When the Tide Turns: The Price of Clinging to a Dying Order

I remember 1989—not just the moment the Iron Curtain finally buckled, but the months and years leading up to its collapse. There was a rhythm to it, a strange and accelerating cadence in how the regimes behind it softened, cracked, and finally caved. The Hungarians were the first to loosen their grip. People used to say Hungary opened slowly but early—ten years early, if the old joke is to be believed. Then came Poland, supposedly making the same journey in ten months. Eastern Germany followed, managing the transition in ten weeks. After that, Czechoslovakia, in ten days. And Romania, the last and most stubborn of the bunch, took ten hours.
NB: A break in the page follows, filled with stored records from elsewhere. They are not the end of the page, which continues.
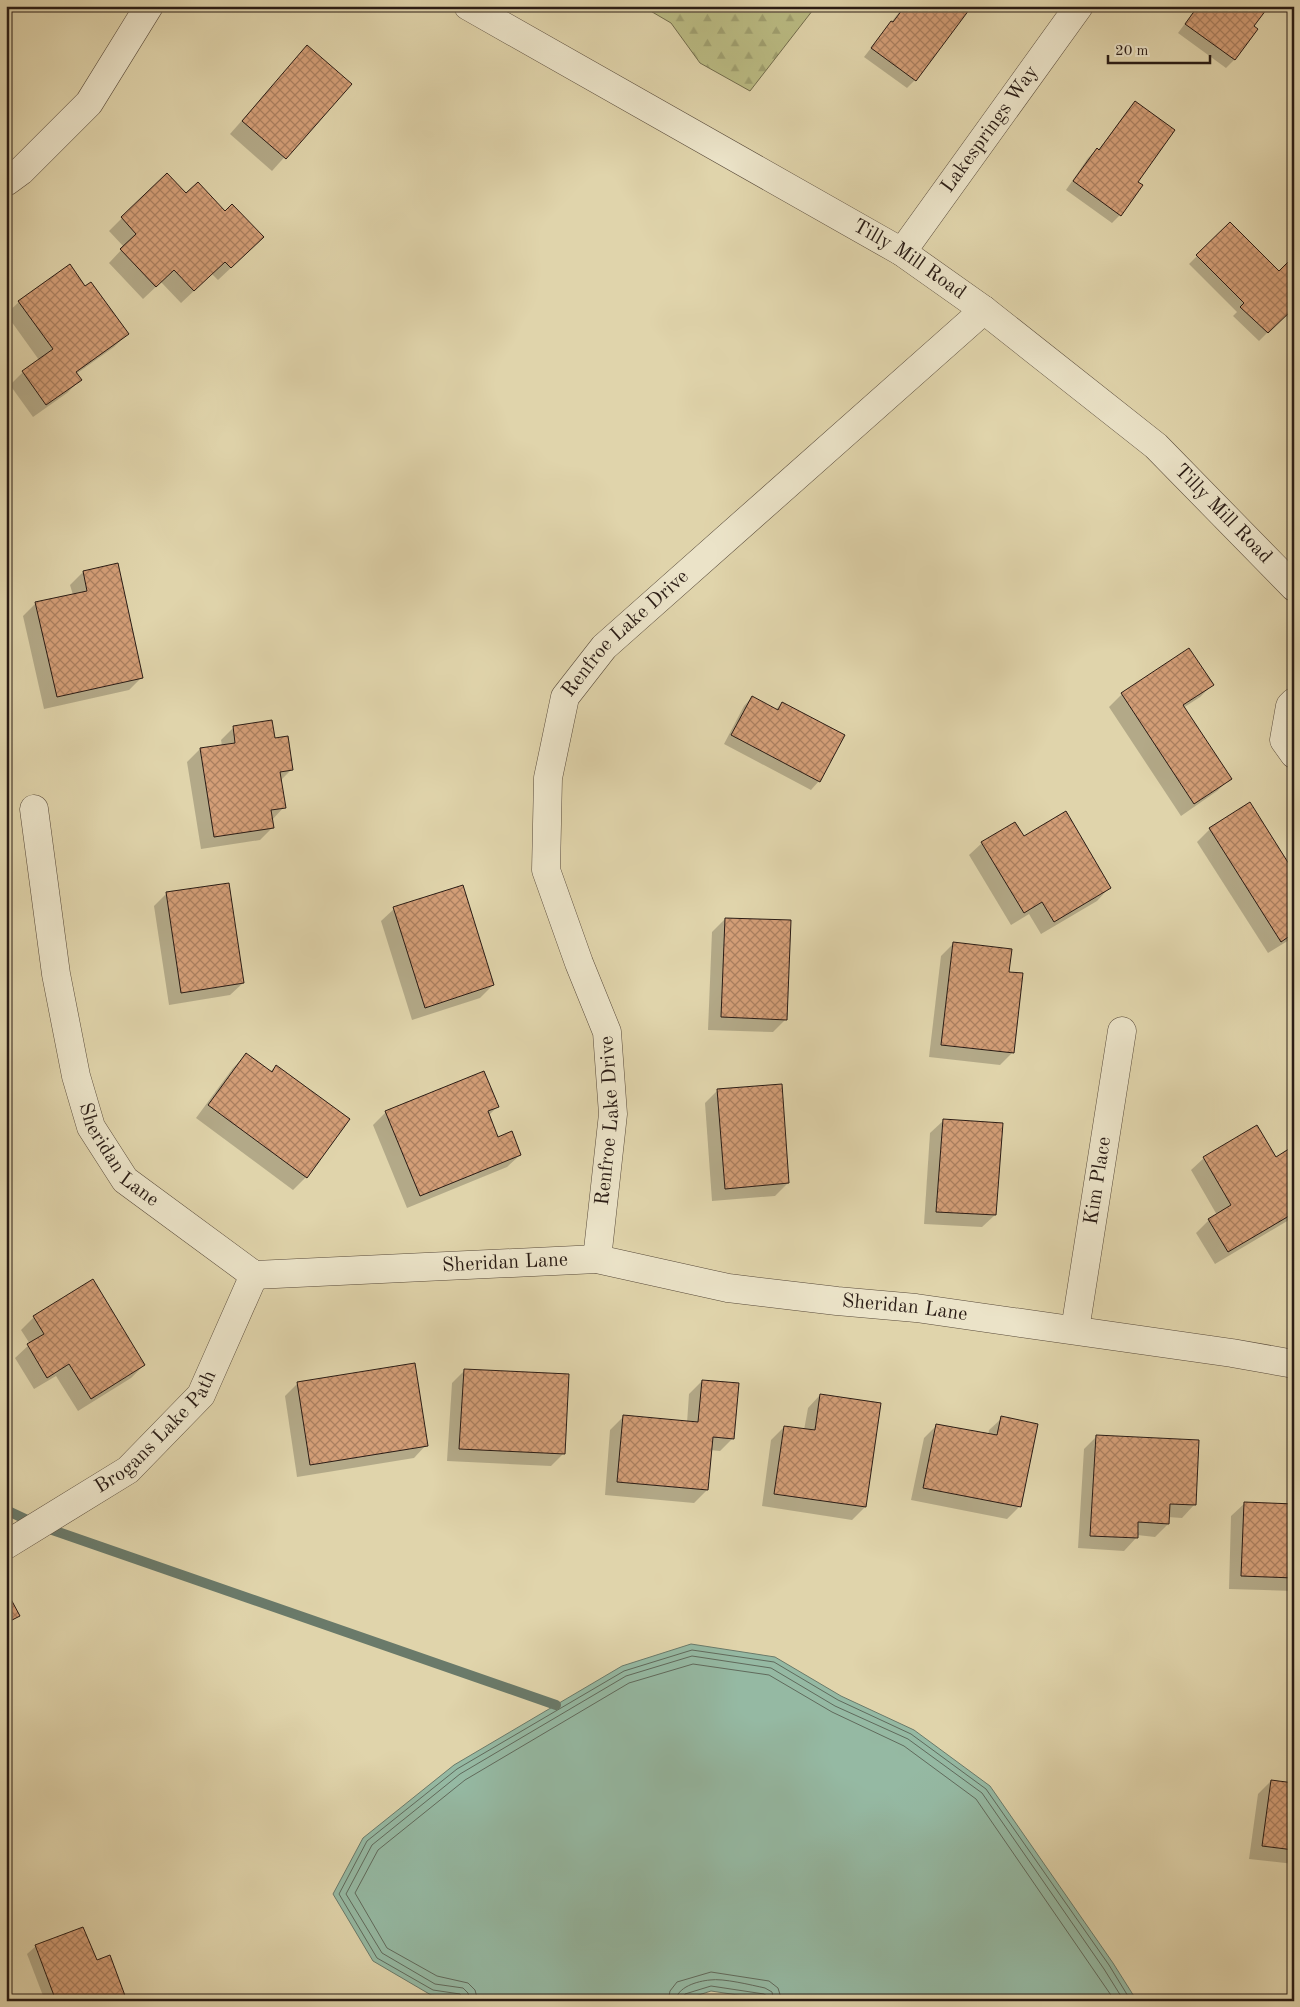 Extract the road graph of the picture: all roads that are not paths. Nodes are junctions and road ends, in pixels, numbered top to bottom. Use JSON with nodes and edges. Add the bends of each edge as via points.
{"nodes":[{"id":1,"x":149,"y":6,"type":"edge"},
{"id":2,"x":468,"y":6,"type":"edge"},
{"id":3,"x":1080,"y":6,"type":"edge"},
{"id":4,"x":6,"y":182,"type":"edge"},
{"id":5,"x":902,"y":252,"type":"junction"},
{"id":6,"x":984,"y":310,"type":"junction"},
{"id":7,"x":1294,"y":587,"type":"edge"},
{"id":8,"x":1294,"y":702,"type":"edge"},
{"id":9,"x":1294,"y":754,"type":"edge"},
{"id":10,"x":34,"y":809,"type":"dead end"},
{"id":11,"x":1122,"y":1030,"type":"dead end"},
{"id":12,"x":597,"y":1259,"type":"junction"},
{"id":13,"x":254,"y":1275,"type":"junction"},
{"id":14,"x":1075,"y":1330,"type":"junction"},
{"id":15,"x":1294,"y":1364,"type":"edge"},
{"id":16,"x":6,"y":1545,"type":"edge"}],
"edges":[{"from":1,"to":4,"type":"street","via":[[89,103]]},
{"from":2,"to":5,"type":"street","name":"Tilly Mill Road"},
{"from":3,"to":5,"type":"street","name":"Lakesprings Way"},
{"from":5,"to":6,"type":"street","name":"Tilly Mill Road"},
{"from":6,"to":7,"type":"street","name":"Tilly Mill Road","via":[[1156,446]]},
{"from":6,"to":12,"type":"street","name":"Renfroe Lake Drive","via":[[604,647],[566,697],[548,778],[546,870],[607,1032],[613,1114]]},
{"from":8,"to":9,"type":"street","via":[[1290,706],[1284,740]]},
{"from":10,"to":13,"type":"street","name":"Sheridan Lane","via":[[56,974],[76,1076],[91,1127],[125,1180]]},
{"from":11,"to":14,"type":"street","name":"Kim Place"},
{"from":12,"to":13,"type":"street","name":"Sheridan Lane"},
{"from":12,"to":14,"type":"street","name":"Sheridan Lane","via":[[728,1288],[916,1308]]},
{"from":13,"to":16,"type":"street","name":"Brogans Lake Path","via":[[201,1395],[128,1470]]},
{"from":14,"to":15,"type":"street","name":"Sheridan Lane"}]}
It’s a neat little parable, and no, the numbers don’t line up quite that beautifully in the real world—but there’s truth in the sequence. There’s truth in the momentum. Societies don’t collapse all at once; they unravel at increasing speed, especially when the rot has been ignored long enough.
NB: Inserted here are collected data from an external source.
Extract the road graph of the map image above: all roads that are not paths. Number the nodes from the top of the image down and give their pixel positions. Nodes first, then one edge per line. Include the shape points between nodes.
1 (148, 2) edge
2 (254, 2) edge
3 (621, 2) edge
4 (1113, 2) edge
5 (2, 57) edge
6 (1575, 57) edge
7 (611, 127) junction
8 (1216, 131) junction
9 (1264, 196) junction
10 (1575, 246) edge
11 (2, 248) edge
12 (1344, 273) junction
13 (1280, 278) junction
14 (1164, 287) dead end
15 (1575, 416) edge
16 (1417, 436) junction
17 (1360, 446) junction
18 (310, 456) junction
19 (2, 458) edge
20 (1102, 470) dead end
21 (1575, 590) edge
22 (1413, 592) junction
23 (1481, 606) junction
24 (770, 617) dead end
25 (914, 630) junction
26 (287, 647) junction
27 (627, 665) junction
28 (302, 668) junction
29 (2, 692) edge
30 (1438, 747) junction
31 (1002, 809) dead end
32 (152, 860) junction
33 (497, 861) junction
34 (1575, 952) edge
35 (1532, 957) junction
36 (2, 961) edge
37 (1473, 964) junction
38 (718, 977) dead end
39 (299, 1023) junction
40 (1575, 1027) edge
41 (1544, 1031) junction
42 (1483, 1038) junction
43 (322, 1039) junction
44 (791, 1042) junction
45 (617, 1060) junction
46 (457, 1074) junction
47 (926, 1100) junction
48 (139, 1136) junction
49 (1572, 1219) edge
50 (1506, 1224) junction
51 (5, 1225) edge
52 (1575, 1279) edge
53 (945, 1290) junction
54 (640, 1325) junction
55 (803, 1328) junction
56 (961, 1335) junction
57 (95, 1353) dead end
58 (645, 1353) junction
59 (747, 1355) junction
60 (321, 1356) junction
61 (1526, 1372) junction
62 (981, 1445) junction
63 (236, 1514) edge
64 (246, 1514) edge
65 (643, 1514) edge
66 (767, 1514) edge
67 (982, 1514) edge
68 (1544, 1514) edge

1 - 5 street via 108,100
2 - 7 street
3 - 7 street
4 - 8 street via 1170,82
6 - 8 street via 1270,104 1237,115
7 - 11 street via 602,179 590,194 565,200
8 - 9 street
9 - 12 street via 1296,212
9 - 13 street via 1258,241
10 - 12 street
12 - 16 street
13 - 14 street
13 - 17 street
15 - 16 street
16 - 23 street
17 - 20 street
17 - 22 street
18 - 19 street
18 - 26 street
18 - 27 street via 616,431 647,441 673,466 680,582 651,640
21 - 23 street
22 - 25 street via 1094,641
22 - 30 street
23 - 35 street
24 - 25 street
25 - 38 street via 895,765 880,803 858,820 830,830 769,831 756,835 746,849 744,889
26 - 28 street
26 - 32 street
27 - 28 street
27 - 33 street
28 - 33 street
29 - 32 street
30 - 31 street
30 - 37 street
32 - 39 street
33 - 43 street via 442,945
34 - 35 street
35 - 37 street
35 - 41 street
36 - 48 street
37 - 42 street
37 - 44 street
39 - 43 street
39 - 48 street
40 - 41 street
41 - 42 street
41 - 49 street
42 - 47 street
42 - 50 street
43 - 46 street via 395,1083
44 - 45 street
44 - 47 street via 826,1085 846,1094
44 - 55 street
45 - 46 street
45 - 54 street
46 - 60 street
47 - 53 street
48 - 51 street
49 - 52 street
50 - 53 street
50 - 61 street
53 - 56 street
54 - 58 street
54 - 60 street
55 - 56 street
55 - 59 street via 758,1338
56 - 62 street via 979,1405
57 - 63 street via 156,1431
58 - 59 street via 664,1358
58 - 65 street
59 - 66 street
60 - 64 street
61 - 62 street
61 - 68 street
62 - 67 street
But there’s another truth in that story—one people tend to gloss over. Hungary, opening early, had time. The change, even for its communist leadership, was still soft enough to manage. East Germany’s top brass? They didn’t get a gentle transition; they were shoved out of the way with all the ceremony of clearing a clogged drain. And those who held back the longest—those who fought the hardest to smother the spark—that would be the Romanians. They didn’t get to retire or negotiate. They got shot.There is always a price for resisting the tide once it’s turned. Some systems bend. Some shatter. And the ones that refuse to move at all tend to end up face down, dragged out of history by force.